A new book explores these ideas from a secular perspective. Nicole Casperson is a fintech journalist and founder of Fintech Is Femme, a media company focused on women in fintech. She wrote Fintech Feminists: Increasing Inclusion, Redefining Innovation, and Changing the Future for Women Around the World, released by Wiley late last year.

Casperson definitely has some ideas that are contrary to the Catholic Church when it comes to sex and women’s issues. However, the book is a treasure trove of stories about women who are making the world a better place using financial technology. In short, as she writes, they “showcase that building profitable businesses does not come at the expense of social good—they prove that the two fuel each other.”

“For too long,” Casperson writes, “we’ve been teaching women to ‘girlboss’ their way to success by mimicking men.” Casperson does not always describe women’s work the way I think we all should; for instance, she describes the “immense burden” women carry as “chief household officers,” while I would argue that caring for home and family is a challenging but beautiful responsibility (one that husbands should, of course, play a role in). However, she is right that expecting women to act like men is not the answer. And, she writes that technology can, when created and implemented well, help women free up more of their time to be with their loved ones.

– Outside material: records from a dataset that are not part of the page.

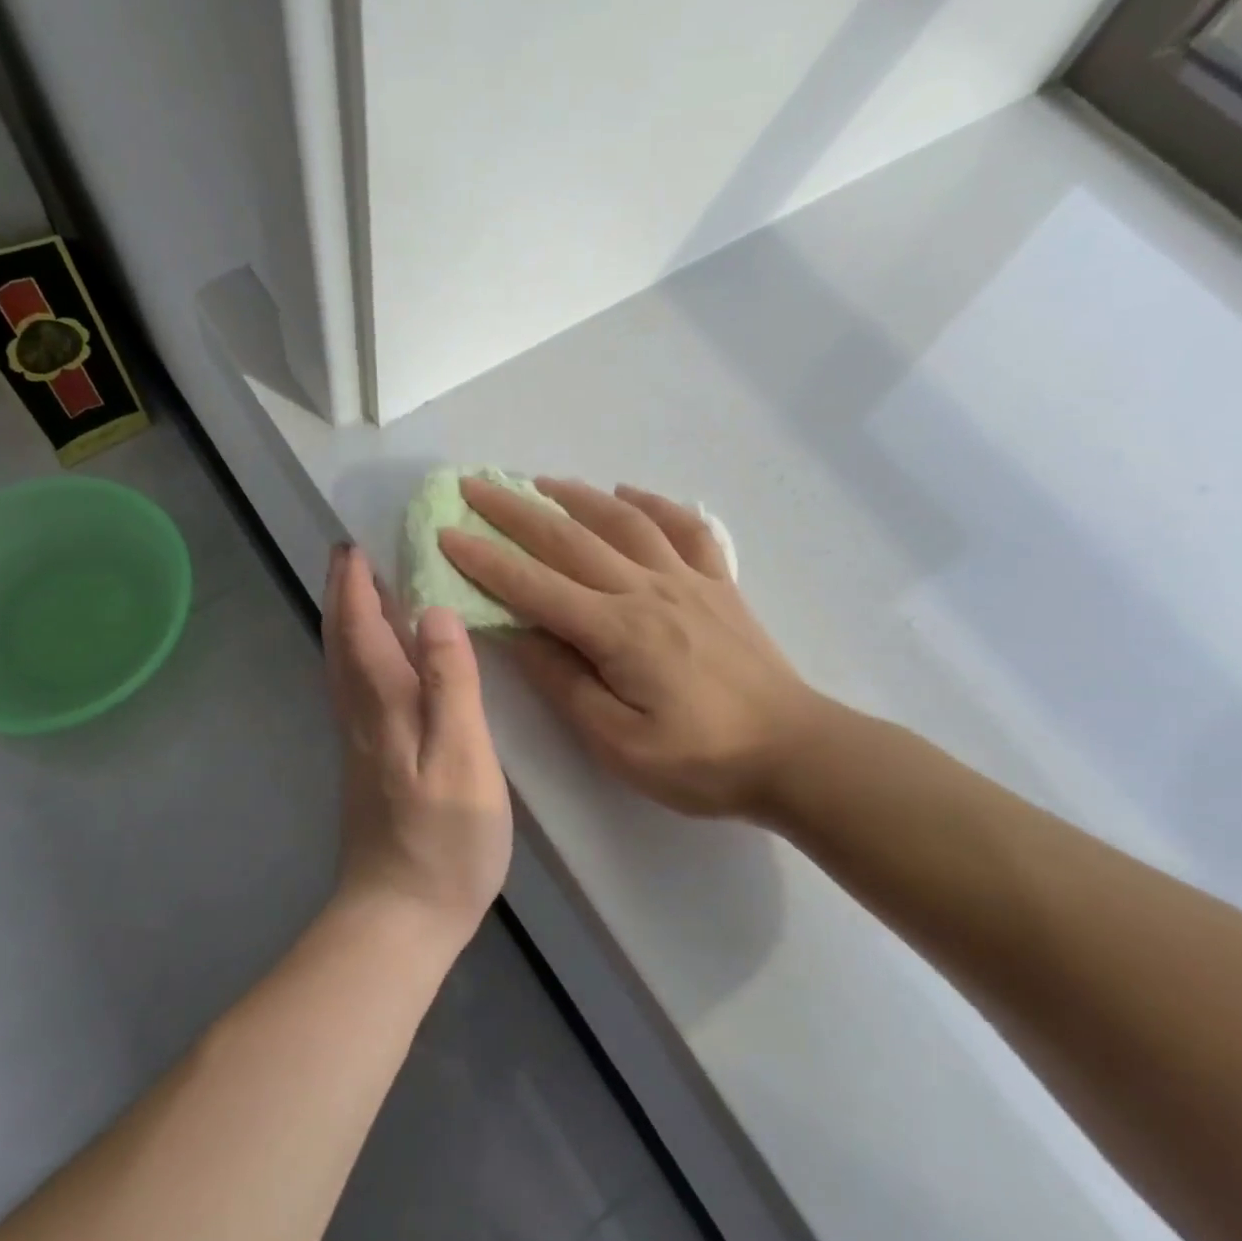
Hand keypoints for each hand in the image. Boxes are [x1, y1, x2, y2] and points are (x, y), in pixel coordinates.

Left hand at [323, 544, 511, 951]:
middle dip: (342, 594)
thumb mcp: (462, 757)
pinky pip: (355, 687)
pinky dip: (358, 655)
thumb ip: (451, 683)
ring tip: (364, 591)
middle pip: (341, 640)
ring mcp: (359, 741)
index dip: (356, 583)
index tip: (355, 542)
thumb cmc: (443, 838)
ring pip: (342, 665)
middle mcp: (360, 713)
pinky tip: (380, 660)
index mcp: (382, 703)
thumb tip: (435, 612)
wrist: (399, 916)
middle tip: (351, 554)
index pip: (360, 626)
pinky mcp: (367, 763)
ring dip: (347, 621)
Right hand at [440, 478, 825, 820]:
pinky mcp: (719, 585)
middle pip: (569, 539)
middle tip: (474, 486)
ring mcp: (688, 580)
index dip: (485, 559)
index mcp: (617, 631)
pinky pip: (685, 529)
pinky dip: (653, 504)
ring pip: (623, 521)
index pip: (534, 586)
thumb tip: (518, 635)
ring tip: (539, 481)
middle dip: (515, 512)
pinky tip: (629, 492)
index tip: (446, 533)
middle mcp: (647, 590)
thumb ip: (565, 683)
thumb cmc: (701, 760)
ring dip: (576, 495)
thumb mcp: (617, 741)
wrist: (795, 753)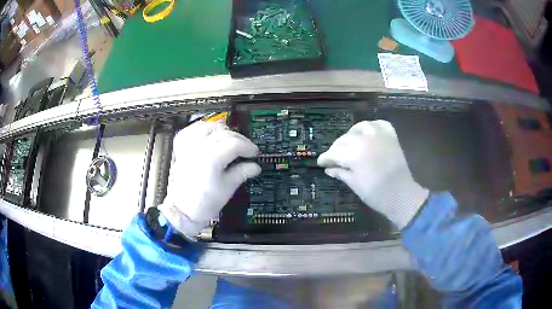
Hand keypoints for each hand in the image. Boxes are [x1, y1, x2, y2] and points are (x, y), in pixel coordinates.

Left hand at [158, 122, 260, 238]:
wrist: (182, 210)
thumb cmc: (205, 202)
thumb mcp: (227, 189)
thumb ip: (242, 173)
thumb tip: (255, 166)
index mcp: (212, 158)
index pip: (235, 144)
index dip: (248, 147)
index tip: (255, 154)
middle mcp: (199, 147)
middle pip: (224, 133)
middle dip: (239, 139)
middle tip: (246, 150)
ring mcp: (188, 145)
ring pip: (209, 126)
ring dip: (223, 131)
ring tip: (230, 140)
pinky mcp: (181, 147)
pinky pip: (192, 129)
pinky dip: (203, 129)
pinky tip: (210, 134)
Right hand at [317, 120, 428, 228]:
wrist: (401, 195)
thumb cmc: (376, 194)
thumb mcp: (355, 184)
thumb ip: (341, 173)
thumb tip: (329, 169)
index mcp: (353, 153)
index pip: (333, 153)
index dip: (325, 158)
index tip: (320, 163)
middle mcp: (364, 139)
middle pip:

“Up to 90% of a woman’s income typically goes back into her community,” Casperson writes. Ultimately, that’s why it’s so important that women are involved in making money: because when we do, there’s a trickle-down effect that benefits our families and our world.

A Broken Rung

With just those caveats, I recommend Fintech Feminists to anyone interested in how women can use technology to make the world a better place. Unfortunately, I can’t recommend another new book for women in business as wholeheartedly.

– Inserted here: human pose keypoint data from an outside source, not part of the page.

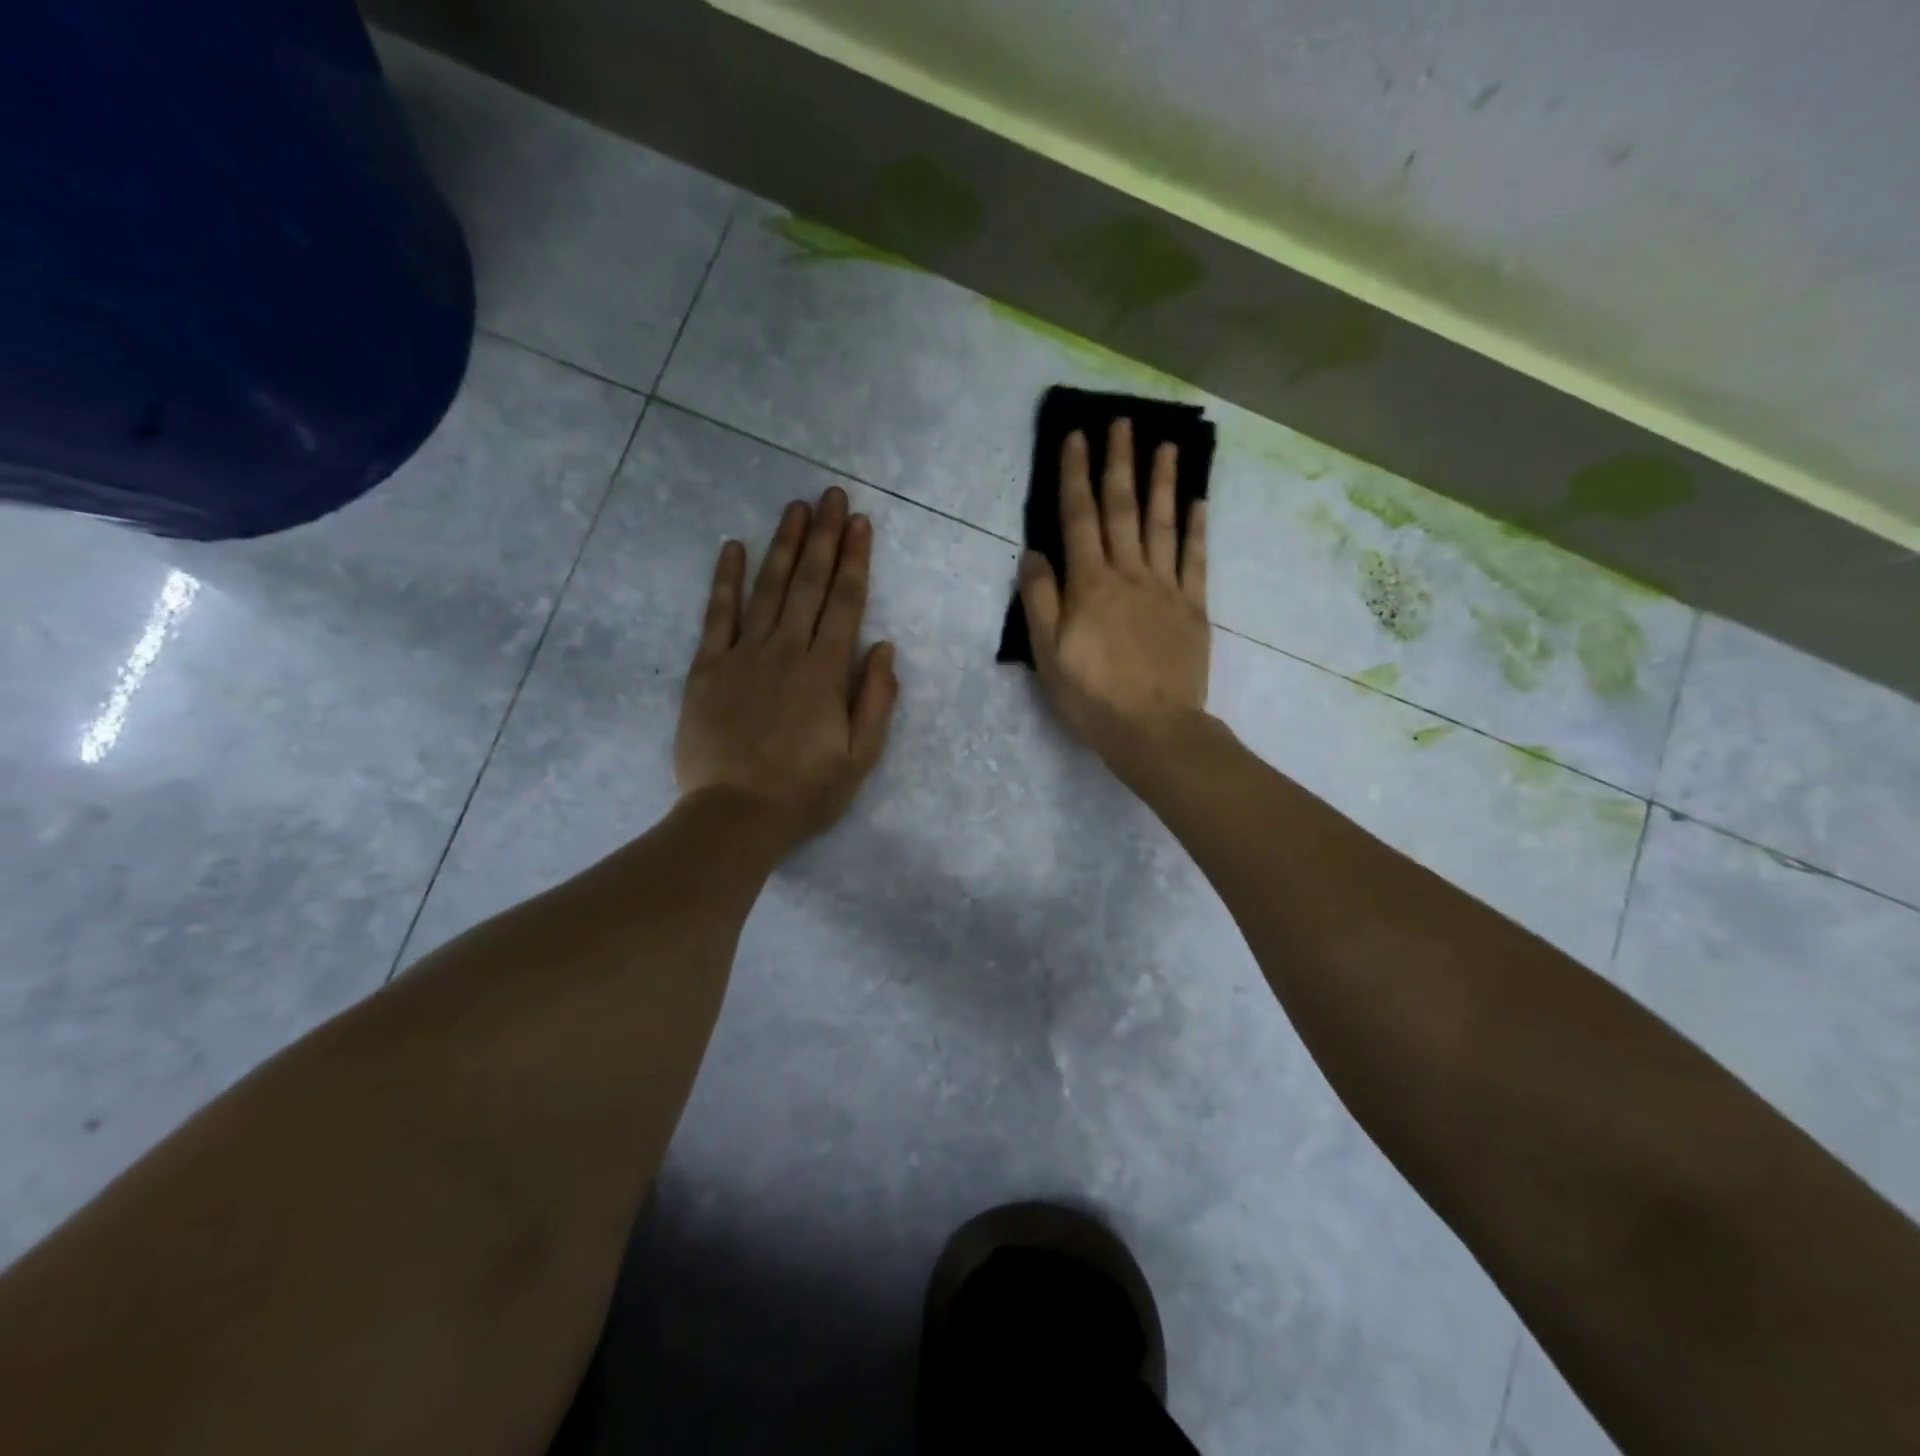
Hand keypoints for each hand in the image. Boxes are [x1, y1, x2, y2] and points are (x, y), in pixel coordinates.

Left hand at [675, 486, 898, 844]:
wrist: (734, 817)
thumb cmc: (805, 792)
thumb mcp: (860, 757)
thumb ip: (876, 699)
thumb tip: (884, 647)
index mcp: (825, 672)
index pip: (845, 602)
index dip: (854, 559)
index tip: (860, 522)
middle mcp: (786, 651)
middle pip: (809, 584)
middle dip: (823, 537)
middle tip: (831, 495)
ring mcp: (742, 655)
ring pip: (767, 589)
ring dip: (782, 545)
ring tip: (794, 508)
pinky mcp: (707, 669)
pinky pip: (717, 615)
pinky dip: (725, 580)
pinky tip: (733, 548)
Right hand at [1019, 419, 1210, 761]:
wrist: (1154, 729)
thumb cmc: (1091, 696)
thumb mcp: (1047, 654)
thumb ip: (1040, 600)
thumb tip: (1033, 552)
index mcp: (1090, 584)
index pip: (1079, 518)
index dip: (1076, 475)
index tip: (1077, 436)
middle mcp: (1128, 574)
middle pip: (1123, 509)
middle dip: (1119, 462)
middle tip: (1122, 421)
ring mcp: (1165, 588)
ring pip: (1162, 524)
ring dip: (1163, 482)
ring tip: (1166, 445)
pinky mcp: (1192, 608)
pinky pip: (1195, 560)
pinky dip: (1196, 528)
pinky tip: (1198, 501)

The Broken Rung: When the Career Ladder Breaks for Women—and How They Can Succeed in Spite of It is a new book by McKinsey & Co. senior partners Kweilin Ellingrud, Lareina Yee, and María del Mar Martínez. Based on McKinsey’s “Women in the Workplace” research, the book offers some helpful tips for women seeking to climb the ladder in the traditional corporate workplace. However, I believe the authors have some significant blind spots.

Firstly, they describe “stereotypes” that women have stronger soft skills than men, overlooking the research that indicates that for at least some soft skills, these stereotypes may be real trends. (See Elise Crawford Gallagher’s and my new book, Holy Ambition, for details.) When they discuss how women give back to their community, they focus exclusively on investing in businesses, not discussing at all the ways that women give back philanthropically and how they tend to do so more than men. (Again, Holy Ambition dives into some of this data.) Finally, in their chapter on health and wellness, they discuss how important well-being is to career success—but then focus almost exclusively on financial wellness.

Overall, The Broken Rung shares some helpful advice, but it is aimed at a very specific group of women: women who have ambitions to the C-suite of a major company and want to focus on those ambitions to the exclusion of other goals. The authors pay lip service to entrepreneurship and motherhood but do not seem to value those experiences as highly as they do the traditional corporate path. They also refuse to see any differences between the sexes, which then means that their advice is only specific to women in that it discusses some of the obstacles women face in the workplace rather than also helping women embrace their feminine genius. For a book that claims to be focused on research, the cherry-picking did it, and its readers, a disservice.


Taryn DeLong is co-president and editor-in-chief of Catholic Women in Business. Her first book, Holy Ambition: Thriving as a Catholic Woman at Work and at Home, written with her co-president Elise Crawford Gallagher, is out now from Ave Maria Press. She lives with her husband and daughters outside Raleigh, North Carolina.